The answer turned out to be an overwhelming yes. As Devin Knighton, Instructure PR Director told me, "Instead of the hundreds of leads their sales team was expecting from the announcement, we received thousands." See, Oracle? You can make money from open source!
This much interest, though, obviously meant that Instructure needed to scale their sales and support teams fast. The company will be formally announcing tomorrow that,
Instructure Canvas, the new entrant in the education learning management system market (LMS), has closed $8 million in a Series B round of financing led by OpenView Venture Partners, EPIC Ventures, TomorrowVentures, and Tim Draper of Draper Fisher Jurveston.
“We’re here for the long haul,” said Josh Coates, CEO of Instructure. “Our mission is to relieve teachers and students in all levels of education of antiquated technology. The investment will be used to scale the company’s operations and to keep up with market demand.”
Aside from Tim Draper, Google's Eric Schmidt is among the big names investing in the company (via his VC firm TomorrowVentures). EPIC ventures wasn't shy in their praise of their new investment either:
"At EPIC, we were searching for a disruptive play to serve the dynamic needs of students in the 21st century,” said Nick Efstratis of EPIC Ventures. “Instructure is that company."

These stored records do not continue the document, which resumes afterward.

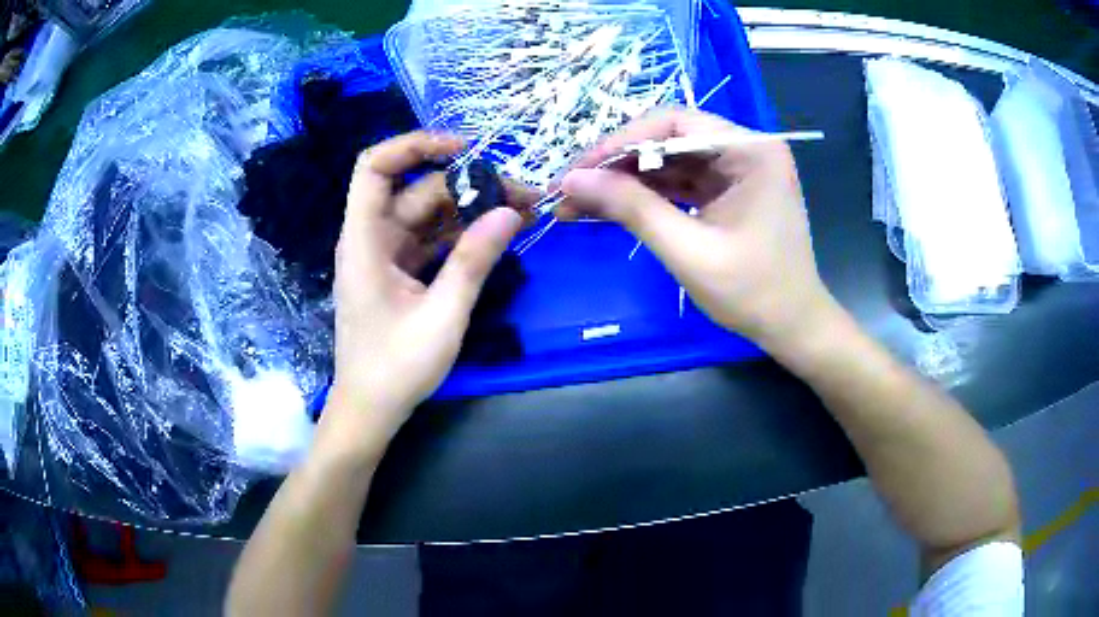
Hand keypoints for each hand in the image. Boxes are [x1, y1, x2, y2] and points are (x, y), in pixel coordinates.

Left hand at [322, 131, 524, 453]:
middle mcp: (371, 239)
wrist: (370, 410)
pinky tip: (498, 237)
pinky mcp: (399, 272)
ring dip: (471, 211)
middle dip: (468, 186)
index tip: (463, 149)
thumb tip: (509, 212)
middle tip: (521, 197)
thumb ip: (474, 261)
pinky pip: (431, 240)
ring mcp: (386, 255)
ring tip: (521, 215)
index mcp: (365, 241)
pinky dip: (462, 235)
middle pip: (417, 191)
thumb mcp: (442, 315)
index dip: (414, 145)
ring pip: (428, 214)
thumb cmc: (395, 368)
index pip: (374, 167)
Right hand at [560, 108, 835, 355]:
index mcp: (751, 151)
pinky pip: (680, 183)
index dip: (621, 142)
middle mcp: (745, 149)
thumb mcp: (689, 251)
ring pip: (668, 162)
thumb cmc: (753, 293)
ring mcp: (737, 170)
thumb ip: (632, 209)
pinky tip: (609, 208)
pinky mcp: (728, 191)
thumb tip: (573, 180)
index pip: (675, 124)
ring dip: (625, 182)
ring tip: (577, 202)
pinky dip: (646, 196)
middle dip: (618, 164)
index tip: (579, 169)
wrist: (792, 328)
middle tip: (570, 188)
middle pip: (668, 139)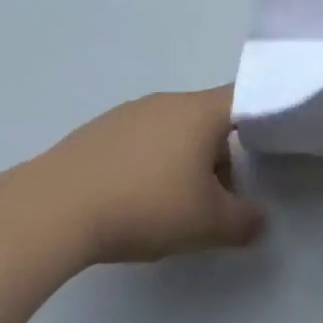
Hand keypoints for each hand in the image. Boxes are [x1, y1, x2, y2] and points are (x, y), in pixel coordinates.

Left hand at [46, 85, 265, 265]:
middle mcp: (168, 101)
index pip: (243, 98)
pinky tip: (132, 200)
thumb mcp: (206, 224)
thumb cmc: (146, 204)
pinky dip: (148, 163)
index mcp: (200, 111)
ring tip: (170, 207)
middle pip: (207, 120)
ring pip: (173, 130)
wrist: (58, 207)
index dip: (259, 118)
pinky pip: (140, 140)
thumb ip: (242, 222)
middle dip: (217, 157)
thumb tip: (260, 220)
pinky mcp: (100, 130)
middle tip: (214, 200)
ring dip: (182, 161)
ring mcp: (130, 112)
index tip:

Not bad for a little startup looking to take on the likes of Blackboard, a mission that, according to the Wall Street Journal, Instructure may be ready to take on with this new round of funding:
[Instructure CEO, Josh] Coates, a World War II history buff known for restoring his own tank (technically a Hellcat Tank Destroyer), may need the financial ammunition to survive a long war against segment leader Blackboard. “It’s not the sexiest thing I’ve ever worked on, but I think it’s the most important,” he says.
Blackboard is quite entrenched, but serious competition in the marketplace, backed by serious investment capital, should be enough to jumpstart innovation both at Blackboard and industry wide. Tools for both synchronous and asynchronous online learning are developing quickly and Blackboard will need to rely on more than market share to avoid being pushed out by new companies with far more elegant products (like Instructure) or more open approaches (like Instructure and Moodle). Any way it goes, educational institutions, students, and teachers come out on top.